17. Returning to the subject of the Sami people, he informed Mr. Yutzis that compensation had indeed been awarded for losses incurred as a result of the Chernobyl accident. In reply to the question concerning the Finnish minority in northern Norway, he said that Finnish was taught in local schools, with the result that members of the population could be trilingual in Finnish, Sami and Norwegian.

18. Referring to Mr. de Gouttes' question on the committee established to examine the relationship between international law and Norway's domestic legislation, he said that the committee's report had been issued in May 1993. It contained the proposal that a special provision on human rights should be included in the Constitution and that the European Convention on Human Rights and the International Covenants on Economic, Social and Cultural Rights and Civil and Political Rights should be incorporated into Norwegian law. The follow-up to the committee's proposals would be described in the next periodic report.

19. Mr. MYHRER (Norway), replying to Mr. Wolfrum's question about Norway's jury system, said that, in criminal cases, laymen participated in all questions concerning guilt or non-guilt. Courts of first instance were composed of two laymen and one professional judge; in the Court of Appeal there was either a jury consisting of 10 laymen or a combination of two professional judges and three laymen. Laymen for courts of first instance and jury members were appointed by the municipal authority of the district concerned, by drawing lots from special panels set up on the basis of the local electoral roll.
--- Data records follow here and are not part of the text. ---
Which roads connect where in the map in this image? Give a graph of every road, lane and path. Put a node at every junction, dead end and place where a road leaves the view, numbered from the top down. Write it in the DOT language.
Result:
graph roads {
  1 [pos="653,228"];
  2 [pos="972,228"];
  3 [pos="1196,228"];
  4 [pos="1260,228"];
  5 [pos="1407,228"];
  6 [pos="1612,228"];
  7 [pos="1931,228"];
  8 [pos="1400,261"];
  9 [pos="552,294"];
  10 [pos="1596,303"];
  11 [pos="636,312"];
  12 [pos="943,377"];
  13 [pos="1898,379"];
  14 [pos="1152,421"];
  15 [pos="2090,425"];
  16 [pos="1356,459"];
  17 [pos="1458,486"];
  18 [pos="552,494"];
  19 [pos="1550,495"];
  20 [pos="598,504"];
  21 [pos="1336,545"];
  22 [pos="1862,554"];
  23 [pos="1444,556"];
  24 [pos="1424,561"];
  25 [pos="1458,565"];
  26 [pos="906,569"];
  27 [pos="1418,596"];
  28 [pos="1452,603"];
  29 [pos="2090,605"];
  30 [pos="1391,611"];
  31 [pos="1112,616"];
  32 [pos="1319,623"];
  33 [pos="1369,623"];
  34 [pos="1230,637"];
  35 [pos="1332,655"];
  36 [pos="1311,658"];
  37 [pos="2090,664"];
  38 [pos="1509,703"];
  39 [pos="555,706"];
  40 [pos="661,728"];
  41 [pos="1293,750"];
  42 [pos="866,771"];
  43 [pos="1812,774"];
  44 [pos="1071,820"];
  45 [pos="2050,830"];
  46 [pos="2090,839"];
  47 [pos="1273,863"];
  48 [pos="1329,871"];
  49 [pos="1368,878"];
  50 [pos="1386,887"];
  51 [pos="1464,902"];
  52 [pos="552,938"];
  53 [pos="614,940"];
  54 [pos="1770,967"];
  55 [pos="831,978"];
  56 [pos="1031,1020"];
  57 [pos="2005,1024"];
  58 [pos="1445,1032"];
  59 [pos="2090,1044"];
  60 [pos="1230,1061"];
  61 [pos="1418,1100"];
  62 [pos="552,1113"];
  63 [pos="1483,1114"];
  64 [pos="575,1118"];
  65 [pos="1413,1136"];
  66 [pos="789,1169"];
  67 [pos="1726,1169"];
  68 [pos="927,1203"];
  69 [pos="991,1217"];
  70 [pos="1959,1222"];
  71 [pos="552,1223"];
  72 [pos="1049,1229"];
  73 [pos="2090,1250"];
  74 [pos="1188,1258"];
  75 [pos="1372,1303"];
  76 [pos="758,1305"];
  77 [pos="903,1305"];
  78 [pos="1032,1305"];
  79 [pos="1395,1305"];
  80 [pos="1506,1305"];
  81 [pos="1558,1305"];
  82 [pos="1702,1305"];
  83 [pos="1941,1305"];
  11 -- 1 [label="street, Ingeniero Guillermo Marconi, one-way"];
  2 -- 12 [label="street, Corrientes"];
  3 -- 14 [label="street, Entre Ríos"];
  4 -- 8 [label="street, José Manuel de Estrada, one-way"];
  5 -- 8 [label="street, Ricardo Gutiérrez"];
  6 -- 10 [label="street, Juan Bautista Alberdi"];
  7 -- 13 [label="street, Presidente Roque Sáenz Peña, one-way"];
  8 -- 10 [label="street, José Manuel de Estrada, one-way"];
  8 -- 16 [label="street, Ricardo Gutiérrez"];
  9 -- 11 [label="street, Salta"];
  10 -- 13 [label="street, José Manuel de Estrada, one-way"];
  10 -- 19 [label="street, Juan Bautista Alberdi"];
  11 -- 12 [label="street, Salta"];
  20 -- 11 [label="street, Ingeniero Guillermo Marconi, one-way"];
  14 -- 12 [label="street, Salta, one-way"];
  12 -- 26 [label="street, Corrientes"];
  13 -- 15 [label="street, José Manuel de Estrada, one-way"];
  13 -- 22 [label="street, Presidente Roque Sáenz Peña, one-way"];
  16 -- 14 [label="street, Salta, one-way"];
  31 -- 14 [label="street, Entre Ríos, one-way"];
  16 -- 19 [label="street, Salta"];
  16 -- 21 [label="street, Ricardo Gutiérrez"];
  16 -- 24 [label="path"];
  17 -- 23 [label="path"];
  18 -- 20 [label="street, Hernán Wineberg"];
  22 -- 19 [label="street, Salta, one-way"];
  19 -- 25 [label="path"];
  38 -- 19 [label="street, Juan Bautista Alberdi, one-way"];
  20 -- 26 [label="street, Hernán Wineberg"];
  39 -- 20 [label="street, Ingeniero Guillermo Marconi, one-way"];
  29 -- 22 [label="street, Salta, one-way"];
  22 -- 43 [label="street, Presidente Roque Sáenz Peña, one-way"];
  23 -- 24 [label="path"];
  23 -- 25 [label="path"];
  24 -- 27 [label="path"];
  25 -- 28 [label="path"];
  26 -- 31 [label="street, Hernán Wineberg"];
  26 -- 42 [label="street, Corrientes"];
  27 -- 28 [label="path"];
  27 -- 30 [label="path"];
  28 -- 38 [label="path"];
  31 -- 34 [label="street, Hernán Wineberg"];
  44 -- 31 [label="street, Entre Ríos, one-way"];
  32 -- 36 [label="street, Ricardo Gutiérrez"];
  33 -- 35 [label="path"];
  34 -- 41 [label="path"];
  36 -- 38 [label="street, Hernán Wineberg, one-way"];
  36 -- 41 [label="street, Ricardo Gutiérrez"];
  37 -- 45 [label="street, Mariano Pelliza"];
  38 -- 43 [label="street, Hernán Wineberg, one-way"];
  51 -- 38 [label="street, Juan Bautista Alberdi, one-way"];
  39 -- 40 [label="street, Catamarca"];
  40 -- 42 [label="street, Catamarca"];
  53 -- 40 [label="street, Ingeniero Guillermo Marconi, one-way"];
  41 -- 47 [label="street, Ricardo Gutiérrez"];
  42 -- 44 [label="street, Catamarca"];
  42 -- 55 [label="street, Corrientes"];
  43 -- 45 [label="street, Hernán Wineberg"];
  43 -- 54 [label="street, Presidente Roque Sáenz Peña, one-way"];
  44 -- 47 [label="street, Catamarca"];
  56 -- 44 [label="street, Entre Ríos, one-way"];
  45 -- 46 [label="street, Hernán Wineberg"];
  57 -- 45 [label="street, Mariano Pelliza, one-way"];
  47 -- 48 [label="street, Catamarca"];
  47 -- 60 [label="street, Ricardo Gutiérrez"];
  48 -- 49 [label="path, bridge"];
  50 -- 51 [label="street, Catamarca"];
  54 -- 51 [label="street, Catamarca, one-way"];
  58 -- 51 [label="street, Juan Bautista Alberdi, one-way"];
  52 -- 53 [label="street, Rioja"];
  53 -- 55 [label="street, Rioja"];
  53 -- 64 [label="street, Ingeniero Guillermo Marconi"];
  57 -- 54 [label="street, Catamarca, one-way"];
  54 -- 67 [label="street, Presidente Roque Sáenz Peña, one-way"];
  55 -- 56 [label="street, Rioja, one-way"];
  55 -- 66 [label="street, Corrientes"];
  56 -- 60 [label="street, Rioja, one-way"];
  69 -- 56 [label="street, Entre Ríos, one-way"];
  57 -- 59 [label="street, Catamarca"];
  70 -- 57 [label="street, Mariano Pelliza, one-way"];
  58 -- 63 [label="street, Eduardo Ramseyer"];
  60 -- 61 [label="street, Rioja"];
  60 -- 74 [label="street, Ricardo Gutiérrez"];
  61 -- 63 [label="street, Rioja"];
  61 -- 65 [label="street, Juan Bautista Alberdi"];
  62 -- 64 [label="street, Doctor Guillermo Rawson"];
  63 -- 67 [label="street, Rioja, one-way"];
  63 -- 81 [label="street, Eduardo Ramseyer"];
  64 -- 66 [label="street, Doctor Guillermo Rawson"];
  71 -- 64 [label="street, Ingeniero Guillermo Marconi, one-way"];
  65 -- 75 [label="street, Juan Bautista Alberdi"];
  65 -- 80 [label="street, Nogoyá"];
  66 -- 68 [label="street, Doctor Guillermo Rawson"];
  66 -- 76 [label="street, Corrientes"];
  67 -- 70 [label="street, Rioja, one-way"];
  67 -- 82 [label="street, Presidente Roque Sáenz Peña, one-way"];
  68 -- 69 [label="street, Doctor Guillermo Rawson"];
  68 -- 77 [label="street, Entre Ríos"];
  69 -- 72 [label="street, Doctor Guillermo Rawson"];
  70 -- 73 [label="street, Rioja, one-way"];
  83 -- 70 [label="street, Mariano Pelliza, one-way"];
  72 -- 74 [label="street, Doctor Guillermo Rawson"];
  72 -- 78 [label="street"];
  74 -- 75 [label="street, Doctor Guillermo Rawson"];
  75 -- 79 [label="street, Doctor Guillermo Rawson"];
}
Membership of the municipal electoral roll was conditional on having reached the age of 25, on having not been sentenced to prison during the previous five years and on having resided in Norway for a period of three years. Foreign nationals who fulfilled those conditions were thus eligible for jury duty. In the appointment of Norwegians and foreign nationals alike to jury duty, account was taken of activity in local political life and participation in public debate.

20. With regard to the prohibition of organizations and to freedom of speech and assembly, the policy of the Norwegian Government was to prosecute and punish organizations and individuals for actions committed. Prohibiting membership of an organization or making it a criminal offence was regarded as a possible source of conflict with other civil rights. However, recent additions to the Penal Code (sects. 48 (a) and 48 (b)) did make it possible to prosecute and punish organizations or companies for criminal actions by their members or agents. As examples, he said that the violation by a radio station or a newspaper of the provisions of section 135 (a) of the Penal Code could result in the halting of their activity and the confiscation of their equipment, even at the investigation stage. The punishment of an organization or a company did not rule out the possibility of criminal proceedings against and the conviction of individuals for the same offence.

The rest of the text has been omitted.